» **Material shown**
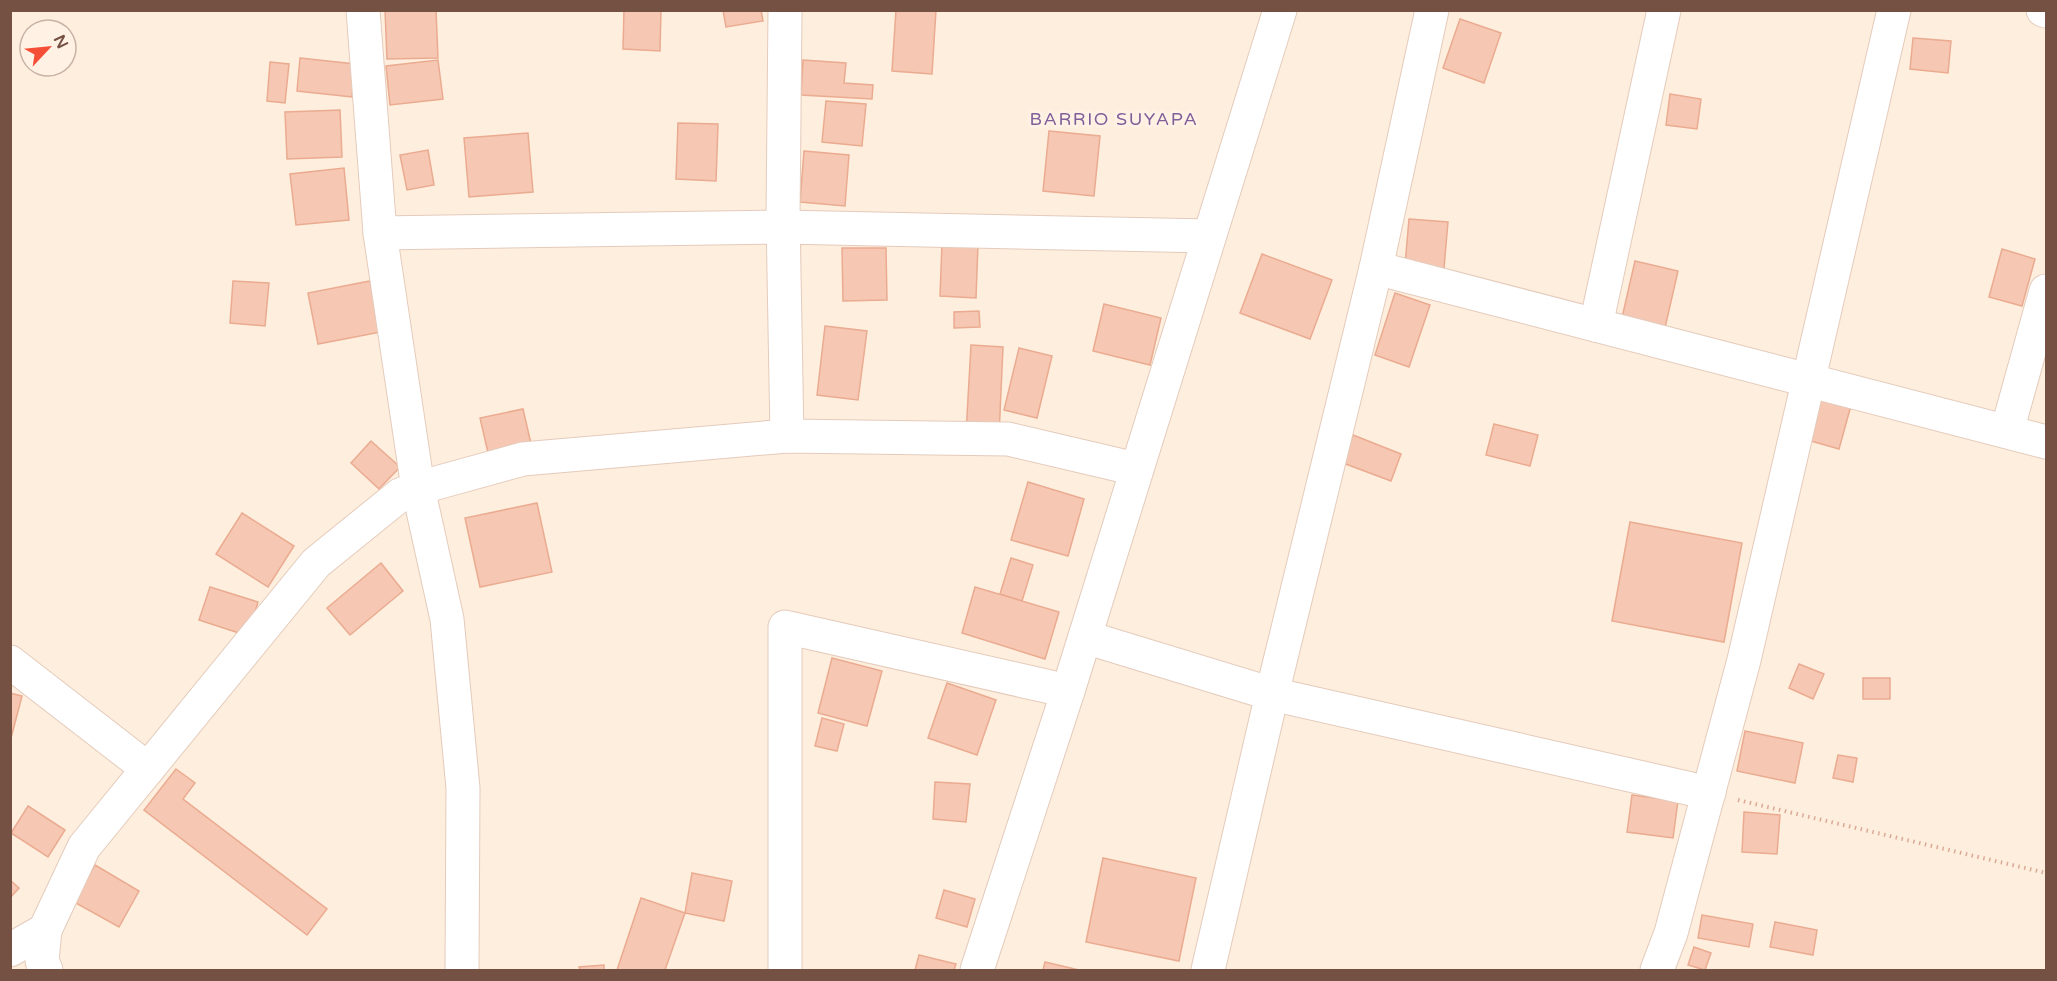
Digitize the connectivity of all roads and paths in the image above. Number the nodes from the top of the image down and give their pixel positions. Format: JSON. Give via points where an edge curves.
{"nodes":[{"id":1,"x":363,"y":10,"type":"edge"},
{"id":2,"x":785,"y":10,"type":"edge"},
{"id":3,"x":1280,"y":10,"type":"edge"},
{"id":4,"x":1432,"y":10,"type":"edge"},
{"id":5,"x":1664,"y":10,"type":"edge"},
{"id":6,"x":1894,"y":10,"type":"edge"},
{"id":7,"x":783,"y":227,"type":"junction"},
{"id":8,"x":380,"y":233,"type":"junction"},
{"id":9,"x":1209,"y":236,"type":"junction"},
{"id":10,"x":1376,"y":268,"type":"junction"},
{"id":11,"x":2046,"y":291,"type":"edge"},
{"id":12,"x":1596,"y":325,"type":"junction"},
{"id":13,"x":1809,"y":380,"type":"junction"},
{"id":14,"x":2007,"y":431,"type":"junction"},
{"id":15,"x":787,"y":436,"type":"junction"},
{"id":16,"x":2046,"y":442,"type":"edge"},
{"id":17,"x":1136,"y":470,"type":"junction"},
{"id":18,"x":418,"y":488,"type":"junction"},
{"id":19,"x":1085,"y":637,"type":"junction"},
{"id":20,"x":10,"y":662,"type":"edge"},
{"id":21,"x":1068,"y":691,"type":"junction"},
{"id":22,"x":1272,"y":694,"type":"junction"},
{"id":23,"x":148,"y":769,"type":"junction"},
{"id":24,"x":1708,"y":793,"type":"junction"},
{"id":25,"x":2046,"y":873,"type":"edge"},
{"id":26,"x":45,"y":930,"type":"junction"},
{"id":27,"x":10,"y":950,"type":"edge"},
{"id":28,"x":46,"y":970,"type":"edge"},
{"id":29,"x":462,"y":970,"type":"edge"},
{"id":30,"x":785,"y":970,"type":"edge"},
{"id":31,"x":977,"y":970,"type":"edge"},
{"id":32,"x":1208,"y":970,"type":"edge"},
{"id":33,"x":1658,"y":970,"type":"edge"}],
"edges":[{"from":1,"to":8,"type":"street"},
{"from":2,"to":7,"type":"street"},
{"from":3,"to":9,"type":"street"},
{"from":4,"to":10,"type":"street"},
{"from":5,"to":12,"type":"street"},
{"from":6,"to":13,"type":"street"},
{"from":7,"to":8,"type":"street"},
{"from":7,"to":9,"type":"street"},
{"from":7,"to":15,"type":"street"},
{"from":8,"to":18,"type":"street"},
{"from":9,"to":17,"type":"street"},
{"from":10,"to":12,"type":"street"},
{"from":10,"to":22,"type":"street"},
{"from":11,"to":14,"type":"street"},
{"from":12,"to":13,"type":"street"},
{"from":13,"to":14,"type":"street"},
{"from":13,"to":24,"type":"street","via":[[1744,660]]},
{"from":14,"to":16,"type":"street"},
{"from":15,"to":17,"type":"street","via":[[1008,439]]},
{"from":15,"to":18,"type":"street","via":[[523,459]]},
{"from":17,"to":19,"type":"street"},
{"from":18,"to":23,"type":"street","via":[[400,495],[316,563]]},
{"from":18,"to":29,"type":"street","via":[[447,619],[463,788]]},
{"from":19,"to":21,"type":"street"},
{"from":19,"to":22,"type":"street"},
{"from":20,"to":23,"type":"street"},
{"from":21,"to":30,"type":"street","via":[[785,627]]},
{"from":21,"to":31,"type":"street"},
{"from":22,"to":24,"type":"street"},
{"from":22,"to":32,"type":"street"},
{"from":23,"to":26,"type":"street","via":[[84,847]]},
{"from":24,"to":25,"type":"path"},
{"from":24,"to":33,"type":"street"},
{"from":26,"to":27,"type":"street"},
{"from":26,"to":28,"type":"street","via":[[42,961]]}]}
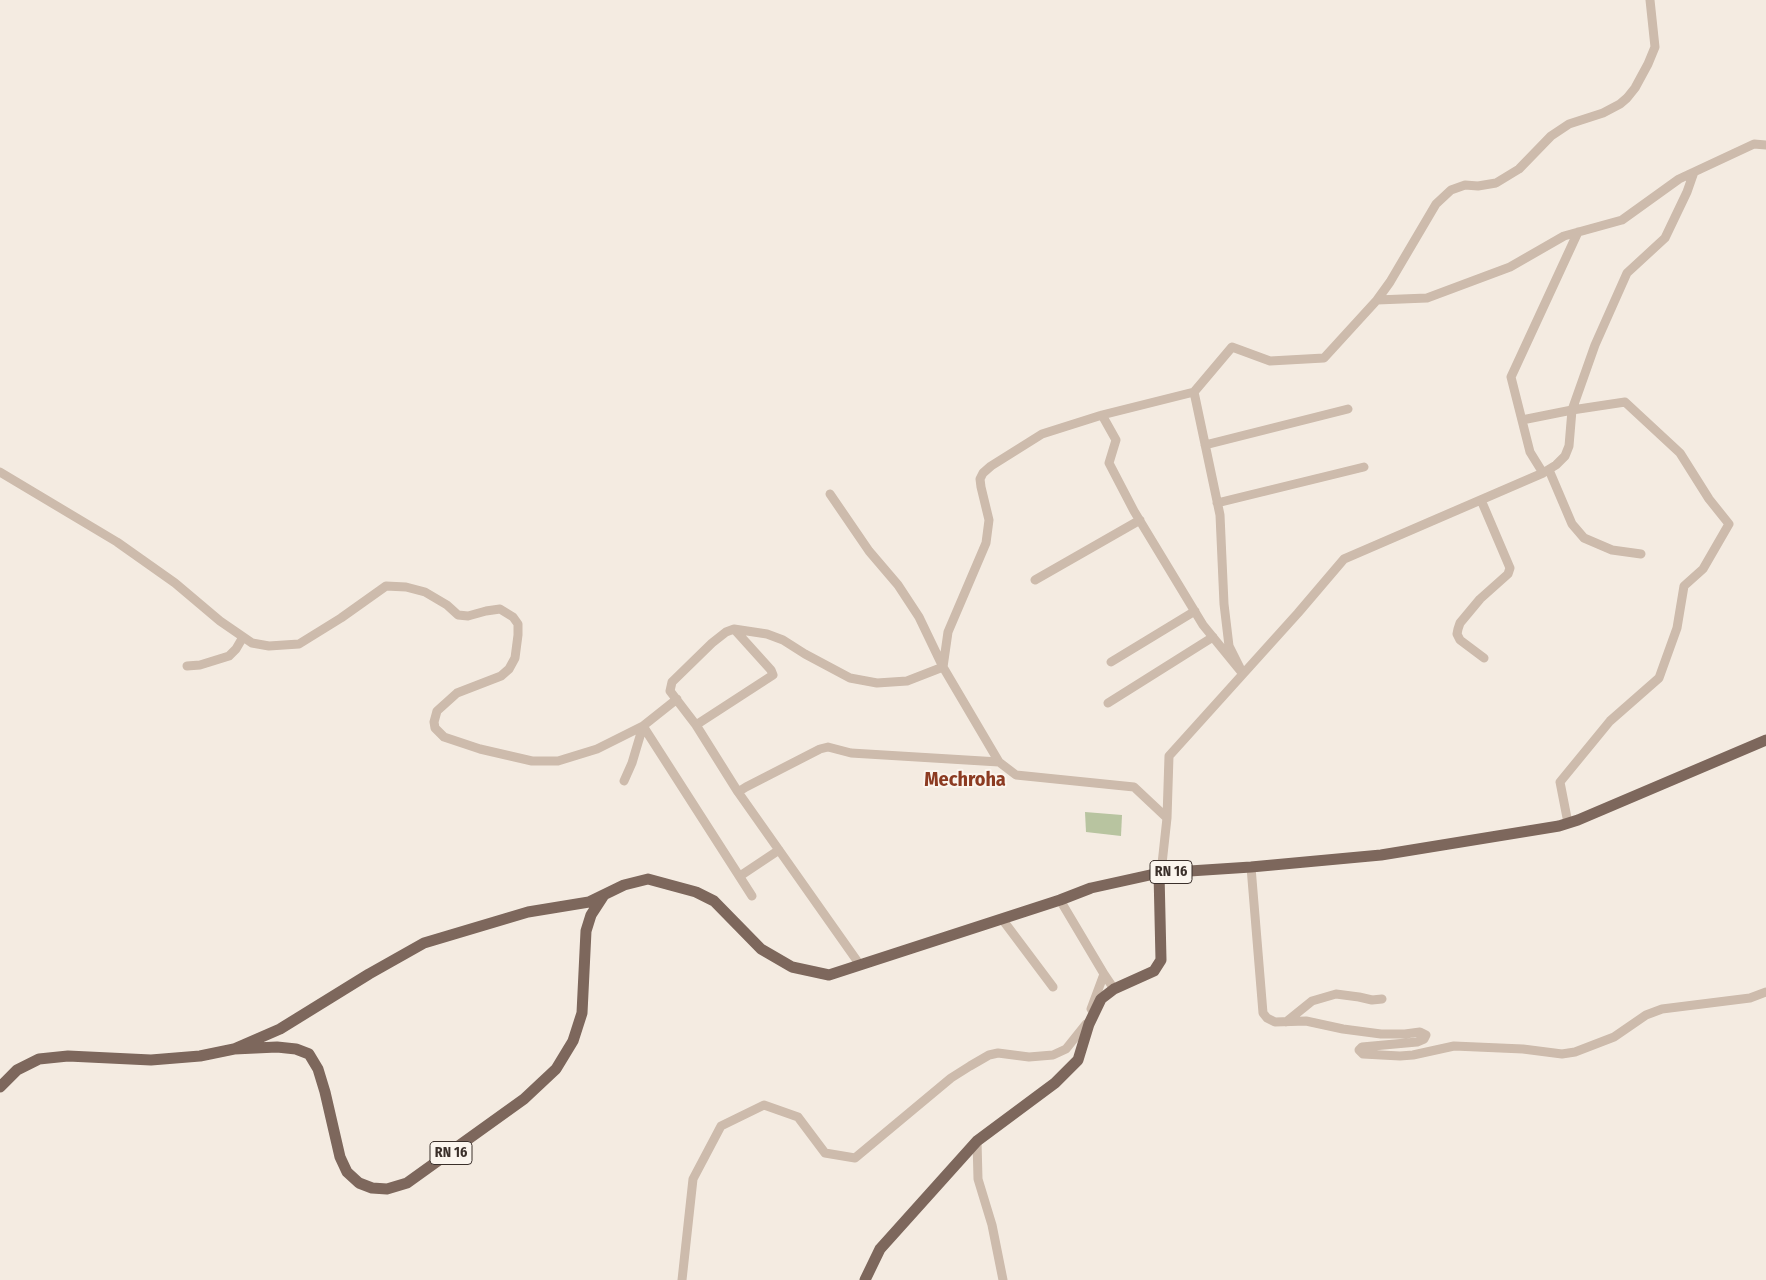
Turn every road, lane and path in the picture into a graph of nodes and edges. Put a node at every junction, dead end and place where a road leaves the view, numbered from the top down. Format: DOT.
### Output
graph roads {
  1 [pos="1650,0"];
  2 [pos="1766,145"];
  3 [pos="1694,172"];
  4 [pos="1578,232"];
  5 [pos="1376,300"];
  6 [pos="1194,392"];
  7 [pos="1348,409"];
  8 [pos="1572,410"];
  9 [pos="1102,414"];
  10 [pos="1522,420"];
  11 [pos="1205,445"];
  12 [pos="1364,467"];
  13 [pos="1546,471"];
  14 [pos="0,472"];
  15 [pos="830,494"];
  16 [pos="1482,500"];
  17 [pos="1217,503"];
  18 [pos="1140,520"];
  19 [pos="1641,554"];
  20 [pos="1035,580"];
  21 [pos="1195,610"];
  22 [pos="734,629"];
  23 [pos="244,637"];
  24 [pos="1214,637"];
  25 [pos="1484,658"];
  26 [pos="1111,662"];
  27 [pos="187,666"];
  28 [pos="943,667"];
  29 [pos="1243,674"];
  30 [pos="678,699"];
  31 [pos="1108,702"];
  32 [pos="696,725"];
  33 [pos="643,726"];
  34 [pos="1766,740"];
  35 [pos="999,762"];
  36 [pos="624,781"];
  37 [pos="738,792"];
  38 [pos="1167,818"];
  39 [pos="1568,823"];
  40 [pos="779,850"];
  41 [pos="1251,867"];
  42 [pos="1160,873"];
  43 [pos="740,876"];
  44 [pos="605,894"];
  45 [pos="752,896"];
  46 [pos="1060,900"];
  47 [pos="1002,919"];
  48 [pos="860,964"];
  49 [pos="1104,974"];
  50 [pos="1053,987"];
  51 [pos="1114,989"];
  52 [pos="1766,992"];
  53 [pos="1382,999"];
  54 [pos="1286,1022"];
  55 [pos="234,1049"];
  56 [pos="0,1087"];
  57 [pos="977,1141"];
  58 [pos="682,1280"];
  59 [pos="865,1280"];
  60 [pos="1003,1280"];
  1 -- 5 [label="street"];
  2 -- 3 [label="street"];
  3 -- 4 [label="street"];
  3 -- 8 [label="street"];
  4 -- 5 [label="street"];
  4 -- 10 [label="street"];
  5 -- 6 [label="street"];
  6 -- 9 [label="street"];
  6 -- 11 [label="street"];
  7 -- 11 [label="street"];
  8 -- 10 [label="street"];
  8 -- 13 [label="street"];
  8 -- 39 [label="street"];
  9 -- 18 [label="street"];
  9 -- 28 [label="street"];
  10 -- 13 [label="street"];
  11 -- 17 [label="street"];
  12 -- 17 [label="street"];
  13 -- 16 [label="street"];
  13 -- 19 [label="street"];
  14 -- 23 [label="street"];
  15 -- 28 [label="street"];
  16 -- 25 [label="street"];
  16 -- 29 [label="street"];
  17 -- 29 [label="street"];
  18 -- 20 [label="street"];
  18 -- 21 [label="street"];
  21 -- 24 [label="street"];
  21 -- 26 [label="street"];
  22 -- 28 [label="street"];
  22 -- 30 [label="street"];
  22 -- 32 [label="street"];
  23 -- 27 [label="street"];
  23 -- 33 [label="street"];
  24 -- 29 [label="street"];
  24 -- 31 [label="street"];
  28 -- 35 [label="street"];
  29 -- 38 [label="street"];
  30 -- 32 [label="street"];
  30 -- 33 [label="street"];
  32 -- 37 [label="street"];
  33 -- 36 [label="street"];
  33 -- 43 [label="street"];
  34 -- 39 [label="main road, RN 16"];
  35 -- 37 [label="street"];
  35 -- 38 [label="street"];
  37 -- 40 [label="street"];
  38 -- 42 [label="street"];
  39 -- 41 [label="main road, RN 16"];
  40 -- 43 [label="street"];
  40 -- 48 [label="street"];
  41 -- 42 [label="main road, RN 16"];
  41 -- 54 [label="street"];
  42 -- 46 [label="main road, RN 16"];
  42 -- 51 [label="main road"];
  43 -- 45 [label="street"];
  44 -- 48 [label="main road, RN 16"];
  44 -- 55 [label="main road, RN 16"];
  44 -- 55 [label="main road, RN 16"];
  46 -- 47 [label="main road, RN 16"];
  46 -- 49 [label="street"];
  47 -- 48 [label="main road, RN 16"];
  47 -- 50 [label="street"];
  49 -- 51 [label="street"];
  49 -- 58 [label="street"];
  51 -- 57 [label="main road"];
  52 -- 54 [label="street"];
  53 -- 54 [label="street"];
  55 -- 56 [label="main road, RN 16"];
  57 -- 59 [label="main road"];
  57 -- 60 [label="street"];
}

» **Your goal**
Please return every line in the data that includes the string "edges".

» **Response to this task**
"edges":[{"from":1,"to":8,"type":"street"},
Turn every road, lane and path in the picture into a graph of nodes and edges. Put a node at every junction, dead end and place where a road leaves the view, numbered from the top down. Format: DOT.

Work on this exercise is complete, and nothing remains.